The Hoju Saram

Tuesday, September 19, 2006

Integrating Domino Data with .Net

For all articles relating to Domino to .Net conversion please see this post

Database can be downloaded here

For sometime I have been working on a generic solution to get Lotus Notes/Domino data out of domino and published in such a way that is is available to non-notes applications. This includes .Net which I currently develop in along with Domino. There are a number of third party products to do this Proposion (http://www.proposion.com/ ) is a good one, but it is .net only and costs $$. I prefer a DIY solution.

Getting most of the data out of notes in pretty easy, except for the rich-text. Domino stores richtext in a proprietory way. You can export richtext via DXL, but this tends to produce masses of XML that is useless to everything but Domino. I wanted to come up with a solution that would allow me to get the rich-text in a way that could be used by other apps. The best most generic approach would be as html.

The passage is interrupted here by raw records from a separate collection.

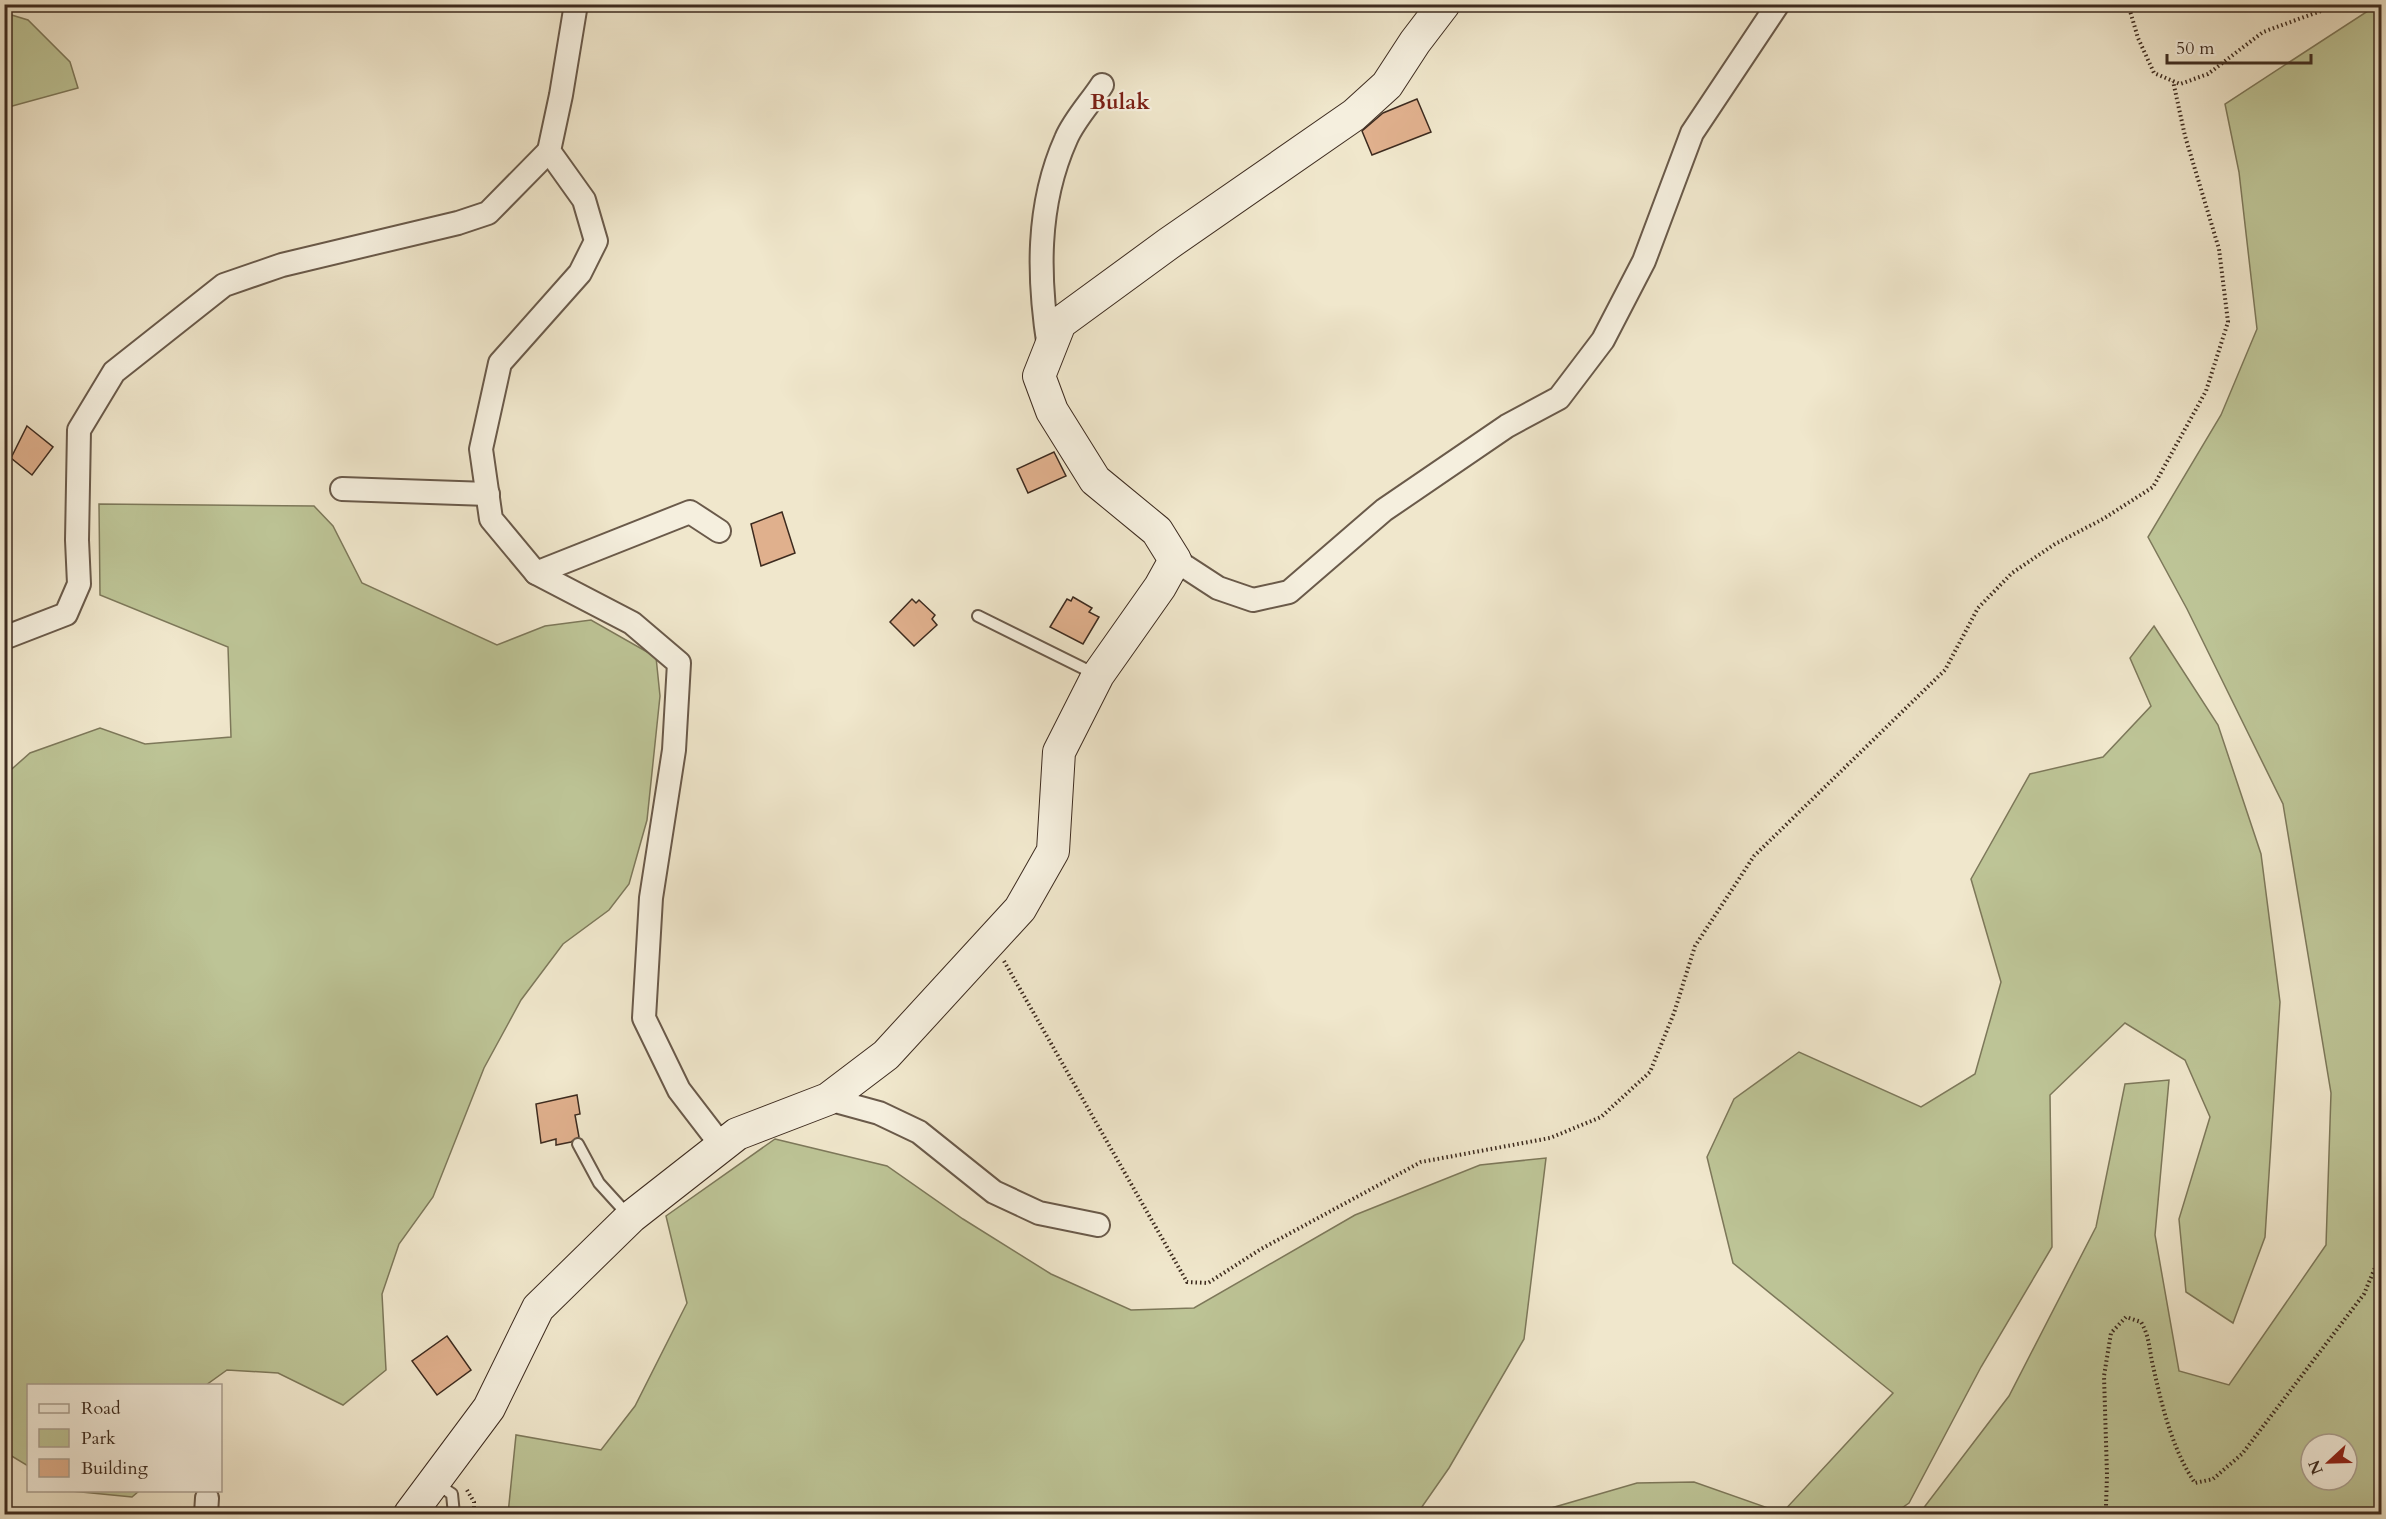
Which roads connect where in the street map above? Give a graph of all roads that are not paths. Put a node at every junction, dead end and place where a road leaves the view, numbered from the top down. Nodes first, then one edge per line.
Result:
1 (576, 4) edge
2 (1444, 4) edge
3 (1778, 4) edge
4 (1102, 85) dead end
5 (549, 151) junction
6 (1050, 350) junction
7 (342, 489) dead end
8 (488, 494) junction
9 (719, 531) dead end
10 (1175, 560) junction
11 (536, 573) junction
12 (978, 616) dead end
13 (4, 638) edge
14 (1098, 675) junction
15 (828, 1099) junction
16 (578, 1144) dead end
17 (722, 1146) junction
18 (631, 1217) junction
19 (1098, 1225) dead end
20 (434, 1482) junction
21 (410, 1515) edge
22 (454, 1515) edge

1 - 5 street
2 - 6 street
3 - 10 street
4 - 6 street
5 - 8 street
5 - 13 street
6 - 10 street
7 - 8 street
8 - 11 street
9 - 11 street
10 - 14 street
11 - 17 street
12 - 14 lane
14 - 15 street
15 - 17 street
15 - 19 street
16 - 18 lane
17 - 18 street
18 - 20 street
20 - 21 street
20 - 22 lane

If you view a notes document via a browser the domino server automatically renders all of the visible data( and form design) to html. But to get a single field from this form is difficult because you don’t know where one field starts and .Really what you need is a way of retrieving the html data of a single richtext field in some dynamic way… DXL to the rescue.

Domino has something called form formulas. This allows the developer to say which form is used to show a document in a speciifc view. Using the DXL Importer you can dynamically create forms and views. So it is possible to dynamically create a view and a form for each richtext field on a document that will only show the html of a richtext field when that document is viewed from a browser.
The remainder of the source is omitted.